0

I am working on a perl script to organize a folder we have that holds all of our order documents. The script works for the most part except for a curve ball someone threw at me the other day.

The problem is when we have an order that we have redone recently. We are land surveyors and sometimes we will do a survey and then a few years later we will do what is called a "flyby" where we will go back and "append" the order with another file either noting changes to the land or just simply say that everything is okay and nothing has changed.

Where this causes a problem for me is the new file we make / made has the same order number document number as the older document. For example we might have a documents named CF145323, that document would then have several single page PDF file named CF145323.pdf, *_1.pdf, *_2.pdf and so on.

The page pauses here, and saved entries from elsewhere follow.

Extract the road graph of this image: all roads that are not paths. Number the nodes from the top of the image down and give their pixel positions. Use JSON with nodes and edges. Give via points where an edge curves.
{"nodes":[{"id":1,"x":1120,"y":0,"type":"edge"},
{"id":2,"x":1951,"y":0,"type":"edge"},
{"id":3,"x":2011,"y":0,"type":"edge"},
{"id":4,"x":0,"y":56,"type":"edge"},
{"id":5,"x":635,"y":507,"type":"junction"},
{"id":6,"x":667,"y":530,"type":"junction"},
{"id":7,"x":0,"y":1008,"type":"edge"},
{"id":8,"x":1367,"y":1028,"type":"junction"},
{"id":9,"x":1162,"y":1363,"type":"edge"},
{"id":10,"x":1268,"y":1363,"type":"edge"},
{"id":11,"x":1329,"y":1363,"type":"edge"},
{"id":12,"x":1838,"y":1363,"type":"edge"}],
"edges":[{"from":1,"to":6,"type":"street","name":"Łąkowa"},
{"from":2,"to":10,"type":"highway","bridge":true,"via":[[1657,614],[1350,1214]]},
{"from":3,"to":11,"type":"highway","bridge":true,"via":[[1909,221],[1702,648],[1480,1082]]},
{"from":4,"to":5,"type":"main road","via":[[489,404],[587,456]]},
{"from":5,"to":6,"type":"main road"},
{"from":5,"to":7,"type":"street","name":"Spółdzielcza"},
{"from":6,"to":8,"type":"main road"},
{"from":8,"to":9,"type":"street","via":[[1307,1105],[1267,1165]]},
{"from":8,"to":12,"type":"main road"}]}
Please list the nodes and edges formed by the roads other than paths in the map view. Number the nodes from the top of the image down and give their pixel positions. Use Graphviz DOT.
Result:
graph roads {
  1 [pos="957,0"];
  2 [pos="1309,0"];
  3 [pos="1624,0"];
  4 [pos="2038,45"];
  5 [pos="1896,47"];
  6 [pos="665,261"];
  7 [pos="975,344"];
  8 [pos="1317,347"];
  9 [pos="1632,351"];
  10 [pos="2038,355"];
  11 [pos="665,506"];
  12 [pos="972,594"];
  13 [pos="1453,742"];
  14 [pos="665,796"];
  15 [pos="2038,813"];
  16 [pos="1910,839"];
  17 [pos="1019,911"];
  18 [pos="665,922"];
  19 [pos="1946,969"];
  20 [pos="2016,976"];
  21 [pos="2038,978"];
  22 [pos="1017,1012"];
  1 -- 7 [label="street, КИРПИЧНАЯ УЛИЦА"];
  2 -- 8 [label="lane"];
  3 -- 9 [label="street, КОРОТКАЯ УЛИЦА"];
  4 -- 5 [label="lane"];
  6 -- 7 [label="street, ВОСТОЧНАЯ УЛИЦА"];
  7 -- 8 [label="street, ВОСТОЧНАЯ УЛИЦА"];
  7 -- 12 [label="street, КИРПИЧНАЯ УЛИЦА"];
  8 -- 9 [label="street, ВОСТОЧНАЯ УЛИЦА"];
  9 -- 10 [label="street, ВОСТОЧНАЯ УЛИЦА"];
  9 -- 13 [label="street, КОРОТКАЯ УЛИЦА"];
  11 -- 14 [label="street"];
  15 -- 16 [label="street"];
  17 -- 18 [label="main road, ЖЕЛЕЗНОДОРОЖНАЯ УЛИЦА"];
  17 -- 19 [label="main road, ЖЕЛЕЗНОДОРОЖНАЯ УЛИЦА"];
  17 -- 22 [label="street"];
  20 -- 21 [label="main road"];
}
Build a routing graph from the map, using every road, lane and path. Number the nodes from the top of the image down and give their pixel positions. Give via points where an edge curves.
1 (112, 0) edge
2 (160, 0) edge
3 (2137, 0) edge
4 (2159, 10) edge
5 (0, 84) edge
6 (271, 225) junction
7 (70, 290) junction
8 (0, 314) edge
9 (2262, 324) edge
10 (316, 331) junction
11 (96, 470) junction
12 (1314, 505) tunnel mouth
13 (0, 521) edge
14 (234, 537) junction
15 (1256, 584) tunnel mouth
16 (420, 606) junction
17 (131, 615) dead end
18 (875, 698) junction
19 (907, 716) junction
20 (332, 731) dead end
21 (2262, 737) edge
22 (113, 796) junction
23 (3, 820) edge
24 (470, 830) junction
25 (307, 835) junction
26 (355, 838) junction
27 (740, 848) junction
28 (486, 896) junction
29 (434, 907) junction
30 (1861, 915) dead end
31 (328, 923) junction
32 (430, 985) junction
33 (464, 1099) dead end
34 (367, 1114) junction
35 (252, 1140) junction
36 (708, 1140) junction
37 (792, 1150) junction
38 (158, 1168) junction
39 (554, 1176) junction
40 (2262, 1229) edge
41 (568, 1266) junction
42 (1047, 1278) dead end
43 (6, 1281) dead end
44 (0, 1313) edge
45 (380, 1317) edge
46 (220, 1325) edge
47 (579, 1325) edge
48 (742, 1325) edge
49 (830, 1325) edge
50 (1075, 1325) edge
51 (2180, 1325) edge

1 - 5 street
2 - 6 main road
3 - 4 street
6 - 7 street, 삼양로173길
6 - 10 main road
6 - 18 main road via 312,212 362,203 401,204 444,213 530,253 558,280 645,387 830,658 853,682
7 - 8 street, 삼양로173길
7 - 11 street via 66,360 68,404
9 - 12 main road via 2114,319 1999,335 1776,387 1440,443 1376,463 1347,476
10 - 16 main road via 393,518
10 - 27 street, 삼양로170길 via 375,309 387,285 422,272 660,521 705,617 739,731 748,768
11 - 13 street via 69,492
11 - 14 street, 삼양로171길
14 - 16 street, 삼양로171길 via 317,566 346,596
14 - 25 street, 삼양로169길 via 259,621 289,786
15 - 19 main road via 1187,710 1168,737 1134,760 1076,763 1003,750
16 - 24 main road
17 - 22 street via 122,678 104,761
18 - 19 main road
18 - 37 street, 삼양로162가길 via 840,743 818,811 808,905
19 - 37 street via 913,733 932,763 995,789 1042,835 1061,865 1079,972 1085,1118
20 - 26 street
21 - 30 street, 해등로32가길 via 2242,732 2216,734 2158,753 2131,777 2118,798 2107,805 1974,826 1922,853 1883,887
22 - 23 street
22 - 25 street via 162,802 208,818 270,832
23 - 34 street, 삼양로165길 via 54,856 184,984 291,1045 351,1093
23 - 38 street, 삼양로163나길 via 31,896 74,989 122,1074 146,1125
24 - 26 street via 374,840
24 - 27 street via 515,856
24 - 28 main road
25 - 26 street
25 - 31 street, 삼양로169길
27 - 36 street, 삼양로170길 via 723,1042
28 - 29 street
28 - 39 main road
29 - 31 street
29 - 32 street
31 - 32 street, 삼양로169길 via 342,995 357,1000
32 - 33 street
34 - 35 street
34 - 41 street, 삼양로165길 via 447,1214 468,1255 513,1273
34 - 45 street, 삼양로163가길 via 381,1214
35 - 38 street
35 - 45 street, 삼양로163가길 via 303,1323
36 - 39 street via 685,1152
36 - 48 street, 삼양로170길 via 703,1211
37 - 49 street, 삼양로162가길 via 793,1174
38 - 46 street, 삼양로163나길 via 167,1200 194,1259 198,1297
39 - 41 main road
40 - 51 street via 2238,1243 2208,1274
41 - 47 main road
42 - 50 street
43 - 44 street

What I am looking for is a way to modify my script to count the files it finds and determine / predict the next file number to come. So if there was a *_1.pdf through *_3.pdf. I want perl to take the mismatched file and make it a *_4.pdf. Follow me?

The other catch is the files are sometimes in different folders that do not match the first the number in the file name. That part I seem to have figured out it just the numbering I don't have worked out.

Also I am working in Windows so I cannot use any Linux commands.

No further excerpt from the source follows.